Ao que tudo indica, o pessoal dos carros elétricos percebeu aquilo que os entusiastas do mundo mobile já tinham percebido há anos. Carregar muito rápido é um erro. Ou melhor, carregar rápido muitas vezes, porque às vezes tem mesmo de ser, vai causar problemas graves para a bateria do teu carro elétrico.
Um novo estudo da Geotab ajuda finalmente a clarificar o tema. E a conclusão não é propriamente simpática para quem vive colado aos carregadores rápidos.
Carregar rápido tem um custo, e não é pequeno!
A Geotab analisou dados reais de mais de 22.700 veículos elétricos, espalhados por 21 modelos diferentes, e encontrou um padrão muito claro.

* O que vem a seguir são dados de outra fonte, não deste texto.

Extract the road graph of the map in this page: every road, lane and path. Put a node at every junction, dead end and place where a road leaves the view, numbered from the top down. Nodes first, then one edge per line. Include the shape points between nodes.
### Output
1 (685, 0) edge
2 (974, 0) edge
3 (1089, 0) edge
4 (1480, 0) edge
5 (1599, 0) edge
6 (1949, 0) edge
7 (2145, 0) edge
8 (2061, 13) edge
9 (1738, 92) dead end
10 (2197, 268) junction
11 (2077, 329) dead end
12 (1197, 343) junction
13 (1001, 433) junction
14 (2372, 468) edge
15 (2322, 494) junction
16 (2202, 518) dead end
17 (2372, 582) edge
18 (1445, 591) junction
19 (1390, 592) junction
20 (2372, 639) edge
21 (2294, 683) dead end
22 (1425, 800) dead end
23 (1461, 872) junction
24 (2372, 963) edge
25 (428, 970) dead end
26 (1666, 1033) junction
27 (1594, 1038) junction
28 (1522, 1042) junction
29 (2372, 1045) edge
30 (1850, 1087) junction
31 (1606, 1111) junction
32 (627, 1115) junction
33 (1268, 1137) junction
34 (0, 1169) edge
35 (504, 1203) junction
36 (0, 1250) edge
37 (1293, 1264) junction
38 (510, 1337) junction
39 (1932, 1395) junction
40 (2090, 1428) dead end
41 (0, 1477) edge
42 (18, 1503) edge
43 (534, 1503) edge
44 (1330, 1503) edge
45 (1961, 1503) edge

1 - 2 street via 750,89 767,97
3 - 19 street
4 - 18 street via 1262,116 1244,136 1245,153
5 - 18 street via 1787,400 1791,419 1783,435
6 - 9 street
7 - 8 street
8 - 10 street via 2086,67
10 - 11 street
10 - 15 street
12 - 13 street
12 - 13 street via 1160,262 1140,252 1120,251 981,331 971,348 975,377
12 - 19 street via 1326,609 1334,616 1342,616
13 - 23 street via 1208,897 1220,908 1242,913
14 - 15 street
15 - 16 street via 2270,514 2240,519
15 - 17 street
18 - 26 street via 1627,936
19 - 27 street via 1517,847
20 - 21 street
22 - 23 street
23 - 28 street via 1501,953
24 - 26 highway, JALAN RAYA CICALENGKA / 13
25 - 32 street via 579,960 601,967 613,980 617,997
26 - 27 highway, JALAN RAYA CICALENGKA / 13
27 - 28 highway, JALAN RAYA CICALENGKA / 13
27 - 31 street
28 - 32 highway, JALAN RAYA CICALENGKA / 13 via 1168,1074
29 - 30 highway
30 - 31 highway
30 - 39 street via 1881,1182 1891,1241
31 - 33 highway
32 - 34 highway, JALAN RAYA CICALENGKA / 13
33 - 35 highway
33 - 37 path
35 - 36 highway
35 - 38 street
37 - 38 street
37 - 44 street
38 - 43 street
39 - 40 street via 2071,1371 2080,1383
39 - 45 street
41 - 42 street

Os carros que recorrem com frequência a carregamentos acima dos 100 kW veem a bateria degradar-se quase ao dobro da velocidade face aos que carregam maioritariamente em carregadores lentos ou de nível 2.
No geral, um carro elétrico perde cerca de 2.3% da capacidade da bateria por ano. Nos casos em que o carregamento ultra-rápido se torna rotina, esse valor aproxima-se dos 2.5% anuais. Porém, quem tem mais cuidado e apenas usa carregadores rápidos quando tem mesmo de ser, vê o valor a cair mais perto dos 1.5% por ano.
O ponto crítico parece surgir quando mais de 12% das sessões de carregamento são feitas em postos ultra-rápidos. A partir daí, o desgaste acelera de forma clara.
Porque é que os 100 kW fazem tanta diferença?
A fasquia dos 100 kW não é aleatória.
A partir desse ponto, o carregamento deixa de ser apenas rápido e passa a ser agressivo do ponto de vista químico. Forçar energia para dentro das células a este ritmo aumenta um fenómeno chamado “lithium plating”, onde o lítio se deposita de forma metálica no ânodo em vez de se distribuir corretamente.
O resultado é simples de explicar. Menos iões disponíveis, menos capacidade útil. A bateria continua a funcionar, mas vai ficando cada vez mais curta.
Este efeito acontece tanto em baterias LFP como NMC, mas o estudo mostra que as LFP lidam melhor com este tipo de stress. Ainda assim, nenhuma sai ilesa quando o abuso é constante.
O clima também conta, e muito
Outro dado interessante tem a ver com a temperatura ambiente. Em regiões onde a média anual ultrapassa os 25 graus, a degradação aumenta cerca de 0.4% por ano. No extremo oposto, carregar rapidamente com temperaturas negativas pode causar danos estruturais permanentes.
É precisamente por isso que os sistemas de pré-condicionamento da bateria deixaram de ser luxo e passaram a ser obrigatórios nos elétricos modernos. Não são apenas para carregar mais depressa. São para evitar estragos.
Nem todos os elétricos sofrem da mesma forma
Veículos de trabalho, como carrinhas de entrega ou modelos multiusos sujeitos a cargas pesadas e ciclos agressivos, apresentam perdas médias de 2.7% por ano. Já os automóveis ligeiros ficam mais perto dos 2%.
Mas a conclusão mantém-se em todos os segmentos. Quanto mais rápido e mais quente for o carregamento, maior é o preço pago ao longo do tempo.
Então devo evitar carregadores rápidos?
É preciso ter noção!
Os carregadores rápidos continuam a ser essenciais, sobretudo em viagens longas. A diferença está na frequência. Usar quando é preciso não é um problema. Fazer disso o hábito principal é que encurta a vida útil da bateria.
No fundo, é mais uma questão de equilíbrio.